> What you will do: Which lines in the data below contain the word "nodes"? Pull each of them out.

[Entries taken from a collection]
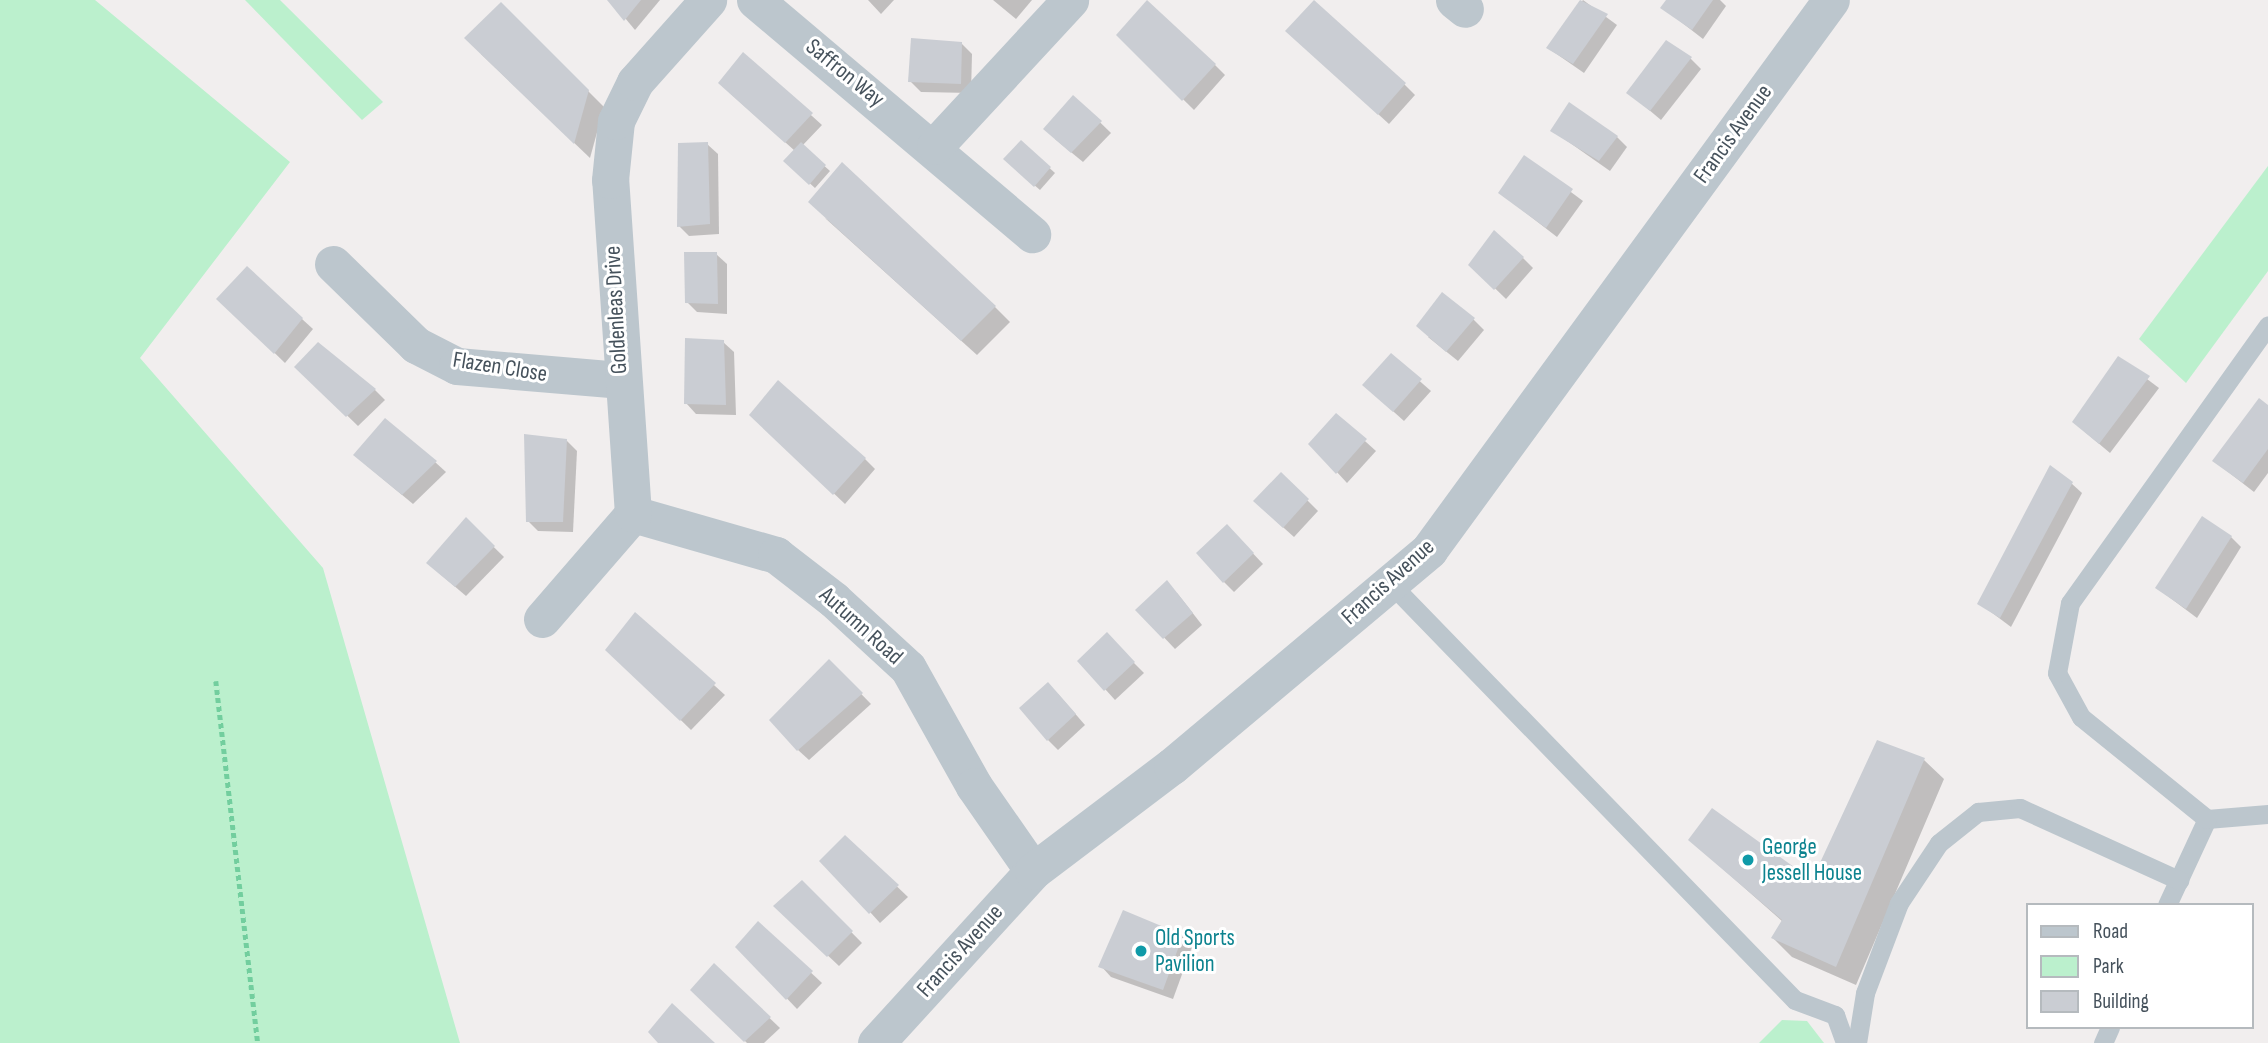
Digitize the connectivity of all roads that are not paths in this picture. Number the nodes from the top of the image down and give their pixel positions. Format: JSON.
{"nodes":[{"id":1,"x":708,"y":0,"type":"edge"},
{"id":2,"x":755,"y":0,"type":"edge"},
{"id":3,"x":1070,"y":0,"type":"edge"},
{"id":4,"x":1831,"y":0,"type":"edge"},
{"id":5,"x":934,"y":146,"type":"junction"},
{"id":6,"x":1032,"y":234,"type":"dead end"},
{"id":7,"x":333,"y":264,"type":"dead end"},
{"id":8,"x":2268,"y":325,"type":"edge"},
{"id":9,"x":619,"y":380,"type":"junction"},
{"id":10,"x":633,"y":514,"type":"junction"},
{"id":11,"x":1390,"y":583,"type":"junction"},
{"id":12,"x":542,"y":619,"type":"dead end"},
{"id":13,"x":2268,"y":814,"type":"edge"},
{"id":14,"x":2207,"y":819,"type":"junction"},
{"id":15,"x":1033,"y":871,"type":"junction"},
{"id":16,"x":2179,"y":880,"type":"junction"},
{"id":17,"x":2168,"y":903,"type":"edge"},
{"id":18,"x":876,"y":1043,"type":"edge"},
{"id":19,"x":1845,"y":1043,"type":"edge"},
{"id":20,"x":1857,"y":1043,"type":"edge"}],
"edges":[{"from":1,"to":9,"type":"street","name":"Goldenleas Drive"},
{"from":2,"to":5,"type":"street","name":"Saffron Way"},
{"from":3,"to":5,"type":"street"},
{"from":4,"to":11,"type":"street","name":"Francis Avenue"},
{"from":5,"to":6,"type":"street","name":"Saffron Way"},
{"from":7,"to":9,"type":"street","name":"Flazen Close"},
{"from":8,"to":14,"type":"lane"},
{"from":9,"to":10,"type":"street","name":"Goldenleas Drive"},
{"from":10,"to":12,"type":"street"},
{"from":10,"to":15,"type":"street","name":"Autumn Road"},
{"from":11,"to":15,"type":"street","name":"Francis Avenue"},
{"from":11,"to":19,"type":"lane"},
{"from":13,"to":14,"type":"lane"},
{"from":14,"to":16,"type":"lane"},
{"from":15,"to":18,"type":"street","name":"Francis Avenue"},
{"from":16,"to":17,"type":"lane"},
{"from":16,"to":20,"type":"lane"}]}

> Answer below:
Digitize the connectivity of all roads that are not paths in this picture. Number the nodes from the top of the image down and give their pixel positions. Format: JSON.
{"nodes":[{"id":1,"x":708,"y":0,"type":"edge"},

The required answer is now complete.